Hauser hatte also in dieser schwierigen Umbruchszeit nicht nur eine staatsoberhauptliche Funktion wahrzunehmen, sondern die politisch wichtigen Ämter eines Parteivorsitzenden sowie Fraktionsführers inne. Durch sein vermittelndes Wesen half er entscheidend mit, daß die Christlichsoziale Partei in der Auseinandersetzung um die Staatsformfrage nicht auseinanderbrach. Es galt damals nicht nur die Debatten um Monarchie oder Republik zu kanalisieren, sondern auch die um einen Anschluß an das Deutsche Reich.

WÜRDIGUNG

Hausers Schwerpunkt seines 30jährigen politischen Wirkens lag deutlich in Oberösterreich, auch wenn sein starkes Engagement zwischen 1917 bis 1920 auf Reichs- bzw. Bundesebene dies zu überdecken scheint. Innerhalb der Christlichsozialen Partei vertrat er in der Umbruchszeit den demokratischen Flügel, während Seipel das monarchische Prinzip noch zu retten versuchte. Hauser gehörte 1917 auch zu jenen, die die Einberufung des Reichsrates vertraten. Auch war er ein überzeugter Verfechter einer großen Koalition und hatte ein ordentliches Verhältnis zur Sozialdemokratie.
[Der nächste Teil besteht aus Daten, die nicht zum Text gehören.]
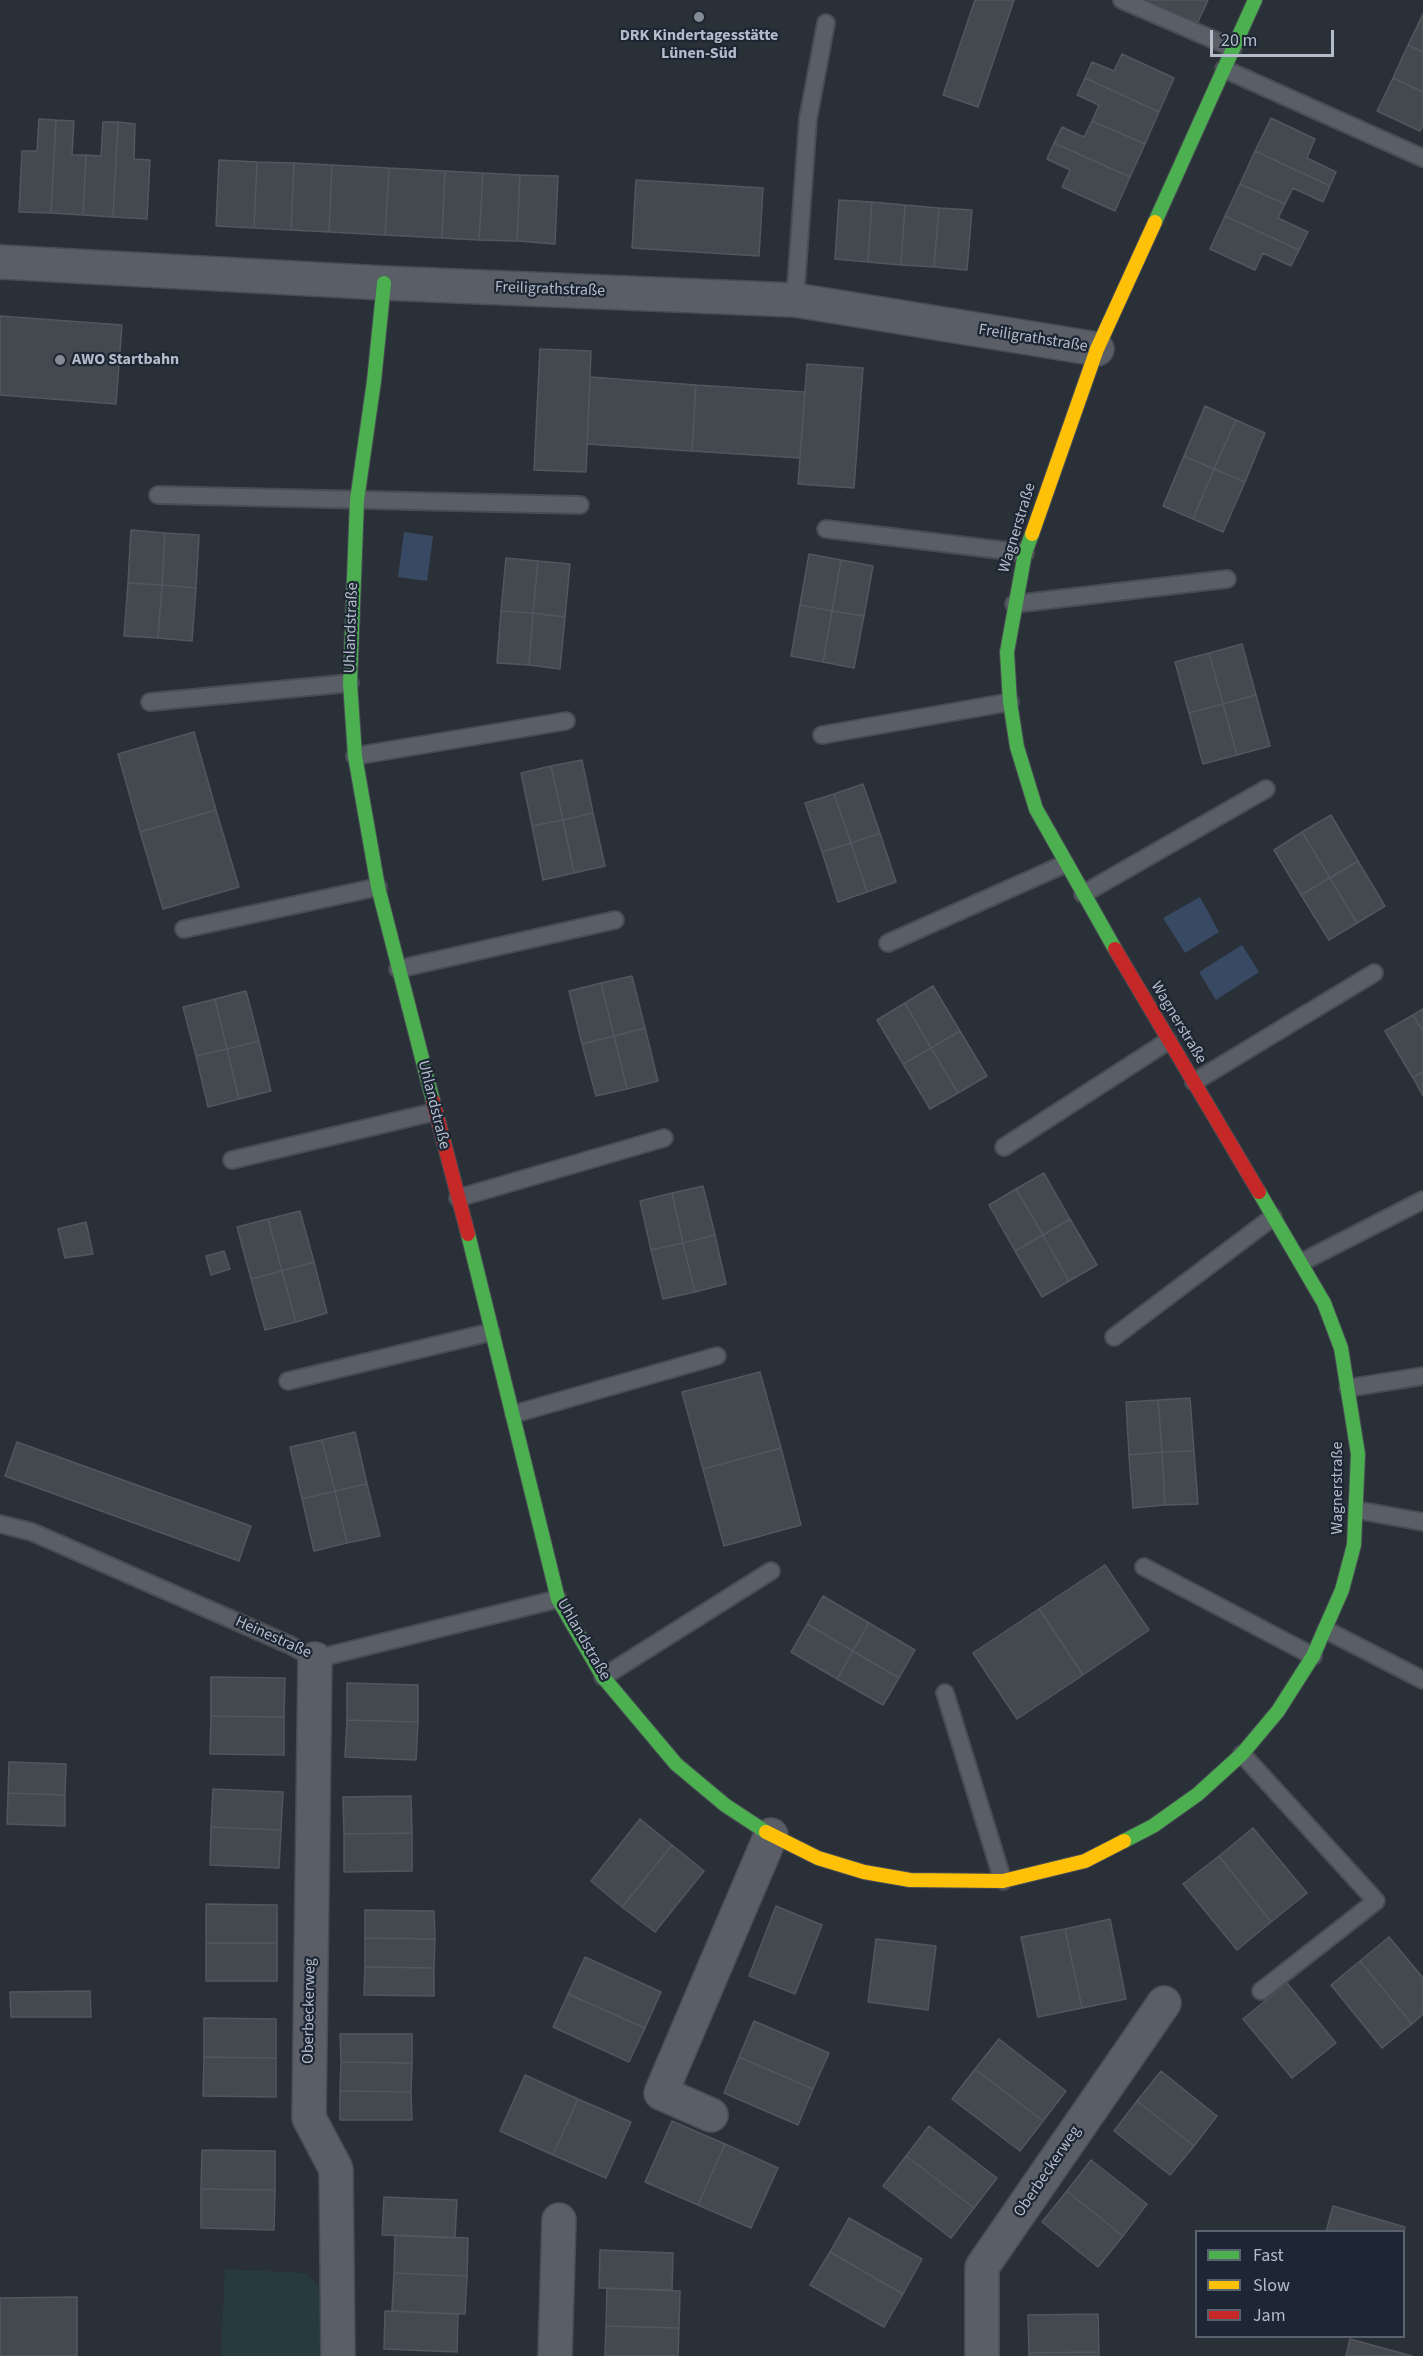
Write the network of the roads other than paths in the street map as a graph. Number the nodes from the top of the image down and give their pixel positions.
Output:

Hauser hatte 1918/19 mehr für den reibungslosen Transformationsprozeß und für eine Kontinuität getan als so mancher anderer aus den eigenen oder den anderen politischen Reihen, die in der historische Erinnerung in den Vordergrund gerückt sind. Wie die meisten Österreicher vertrat auch er damals den Anschluß ans Deutsche Reich, wobei er immer von „Zusammenschluß“ sprach. Diese Haltung war sicherlich auch durch seine bayerische Herkunft beeinflußt worden. Er sah aber in einem solchen „Zusammenschluß“ eher eine mittel- oder langfristige Perspektive. Zuerst hätte Österreich wirtschaftlich gesunden müssen.

Hauser war Priester – 1913 wurde ihm der Titel Päpstlicher Hausprälat verliehen – , aber diese Funktion schob er in seiner politischen Tätigkeit nie besonders in der Vordergrund. Aufgrund seines ausgleichenden Charakters gehörte er nicht zu jenem Typus eines „Priesterpolitikers“, der dann später zu Reibungspunkten mit dem weltanschaulichen Gegner Anlaß gab und sogar zum Schaden für die Kirche gereichte (Kirchenaustrittsbewegung).

Mit den Linzer Bischöfen Franz Maria Doppelbauer (AW EM) und Rudolf Hittmair hatte Hauser ein gutes, teils sogar herzliches Einvernehmen. Als Hittmair 1915 starb, waren Bestrebungen im Gange, Hauser zum Bischof zu machen – damals ernannte noch der Kaiser die Bischöfe. Es wurde dann Johannes Maria Gföllner Bischof, eine manchmal recht eigenwillige Persönlichkeit, die zunehmend zu Differenzen zwischen diesem und Hauser führten. Doch unmittelbar vor dessen Tod gab es eine Aussöhnung mit dem Bischof.

Hauser ist nur knapp 61 Jahre alt geworden, was auch sicherlich an seiner aufreibenden, langen politischen Tätigkeit lag. Er wurde in Wilhering begraben.

Quellen und Literatur:

Honeder, Josef: Johann Nepomuk Hauser. Landeshauptmann von Oberösterreich. Linz 1973. (Wien phil. Diss. 1964)
Slapnicka, Harry: Oberösterreich. Die politische Führungsschicht 1918 bis 1938 (= Beiträge zur Zeitgeschichte Oberösterreichs 3). Linz 1976, S. 119–124.